一方で、複数口座の損益通算、譲渡損失の繰越控除、配当の申告などを行う場合には、確定申告が必要になることがあります。
ここで大事なのは、「確定申告するかどうかを税金だけで判断しない」ことです。
FIRE後は、国民健康保険料や住民税への影響も見なければなりません。
自治体の案内でも、申告不要制度の対象となる上場株式等の配当所得等や譲渡所得等について、確定申告しない場合は国保料の算定対象にならない一方、確定申告した場合は国保料の算定対象になる場合があると説明されています。
つまり、FIRE後の特定口座戦略は、こうです。
- 源泉徴収ありを基本にする
- 毎年、損益状況を確認する
- 申告するメリットがある年だけ、国保や住民税への影響も含めて慎重に判断する
- 源泉徴収なしを使うなら、自分で申告・納税・現金管理できる前提で選ぶ。
これが現実的です。
独身おじさんのFIRE計画では、税金の最安だけを追いかけるより、「生活全体の安定」を重視した方がいいと思います。
資産を増やす。
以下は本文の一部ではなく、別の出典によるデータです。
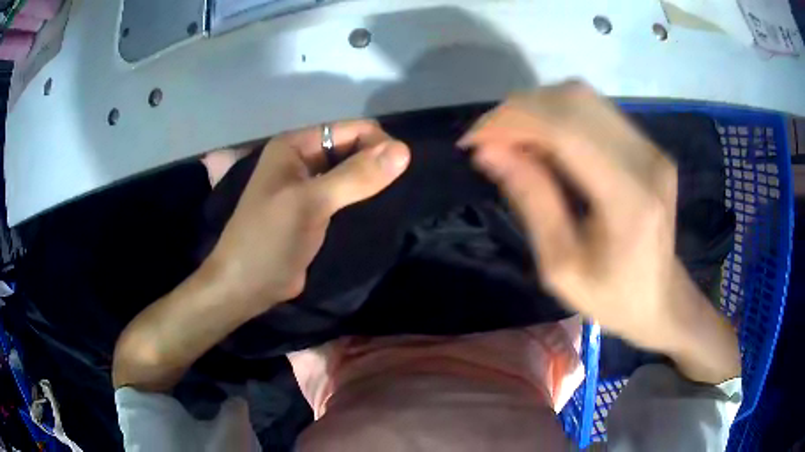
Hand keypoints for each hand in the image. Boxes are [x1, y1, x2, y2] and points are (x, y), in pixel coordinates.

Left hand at [113, 120, 409, 390]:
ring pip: (350, 173)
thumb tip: (403, 151)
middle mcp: (301, 160)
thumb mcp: (310, 202)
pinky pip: (345, 196)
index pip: (348, 129)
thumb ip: (356, 176)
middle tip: (400, 186)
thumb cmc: (268, 239)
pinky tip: (381, 208)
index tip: (403, 167)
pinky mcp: (314, 212)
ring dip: (371, 181)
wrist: (245, 285)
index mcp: (294, 146)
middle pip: (350, 149)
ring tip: (397, 196)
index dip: (377, 142)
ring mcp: (307, 187)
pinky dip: (363, 199)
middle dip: (375, 161)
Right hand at [460, 82, 738, 382]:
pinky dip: (558, 116)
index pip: (566, 129)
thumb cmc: (611, 298)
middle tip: (489, 141)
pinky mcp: (648, 146)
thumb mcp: (561, 267)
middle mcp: (645, 160)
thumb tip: (488, 152)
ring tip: (511, 141)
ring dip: (537, 110)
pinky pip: (595, 111)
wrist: (661, 298)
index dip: (513, 122)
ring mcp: (650, 148)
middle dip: (519, 111)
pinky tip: (542, 143)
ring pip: (583, 98)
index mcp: (629, 199)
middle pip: (573, 101)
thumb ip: (531, 202)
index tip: (474, 141)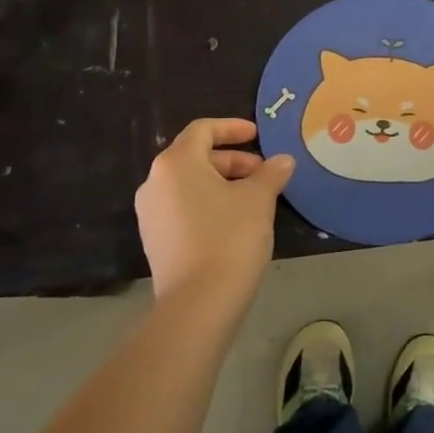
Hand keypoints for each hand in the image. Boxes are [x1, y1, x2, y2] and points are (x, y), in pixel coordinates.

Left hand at [135, 119, 293, 309]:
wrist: (198, 305)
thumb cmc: (229, 238)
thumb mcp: (258, 199)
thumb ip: (271, 173)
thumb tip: (283, 160)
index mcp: (176, 163)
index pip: (203, 130)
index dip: (232, 128)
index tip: (258, 135)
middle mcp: (155, 183)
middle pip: (195, 157)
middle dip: (232, 161)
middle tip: (263, 174)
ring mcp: (150, 214)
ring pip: (190, 184)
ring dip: (222, 183)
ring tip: (254, 199)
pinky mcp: (155, 241)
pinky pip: (183, 208)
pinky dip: (208, 204)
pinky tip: (234, 222)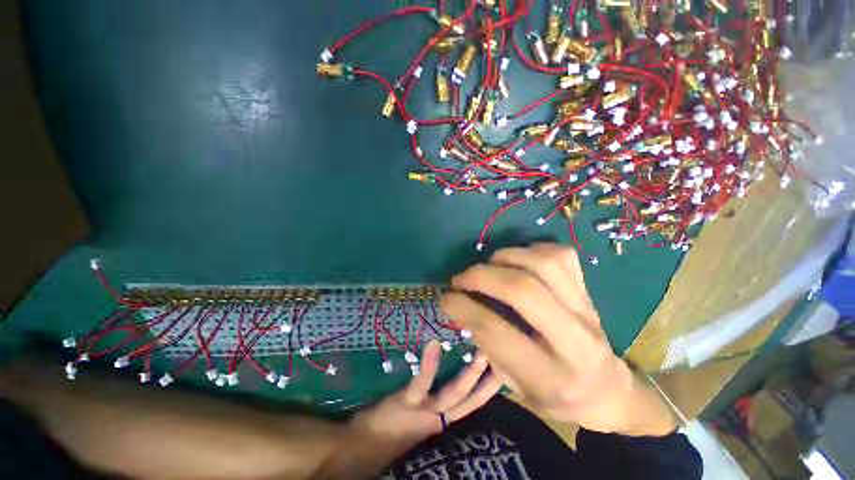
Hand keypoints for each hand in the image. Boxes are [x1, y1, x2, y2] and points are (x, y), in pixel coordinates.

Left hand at [312, 342, 500, 479]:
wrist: (358, 449)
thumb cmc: (388, 433)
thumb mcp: (415, 420)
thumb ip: (430, 405)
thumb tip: (445, 387)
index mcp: (441, 421)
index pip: (471, 405)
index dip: (488, 389)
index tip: (503, 371)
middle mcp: (438, 419)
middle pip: (470, 400)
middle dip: (489, 381)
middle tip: (505, 358)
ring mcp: (424, 411)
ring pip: (454, 393)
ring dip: (470, 374)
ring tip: (483, 352)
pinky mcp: (408, 401)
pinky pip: (423, 381)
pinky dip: (430, 364)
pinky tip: (434, 344)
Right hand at [440, 243, 676, 436]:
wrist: (607, 390)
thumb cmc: (555, 395)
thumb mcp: (515, 387)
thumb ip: (488, 346)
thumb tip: (463, 307)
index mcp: (550, 377)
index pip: (496, 331)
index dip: (463, 308)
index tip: (446, 298)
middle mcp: (574, 341)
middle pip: (522, 291)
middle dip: (481, 276)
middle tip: (461, 278)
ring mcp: (586, 310)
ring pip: (544, 264)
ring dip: (506, 258)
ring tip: (489, 266)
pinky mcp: (589, 291)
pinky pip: (561, 256)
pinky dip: (531, 250)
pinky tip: (517, 260)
NISAを活用する。特定口座を整理する。確定申告するかどうかを判断する。国保と住民税の影響を確認する。こうした地味な整理の積み重ねが、FIRE後の不安を減らします。
特定口座の源泉徴収あり・なしは、証券口座を開くときの小さな選択に見えます。
でも、退職後には、かなり現実的な生活設計の一部になります。
会社員時代は、源泉徴収ありで放置でもよかった。
でも、FIREを目指すなら、一度は自分の口座設定を確認した方がいいです。
自由に生きるためには、税金と社会保険から目をそらさないことも必要です。
面倒ですが、ここを整えておくと、FIRE後の安心感はかなり変わります。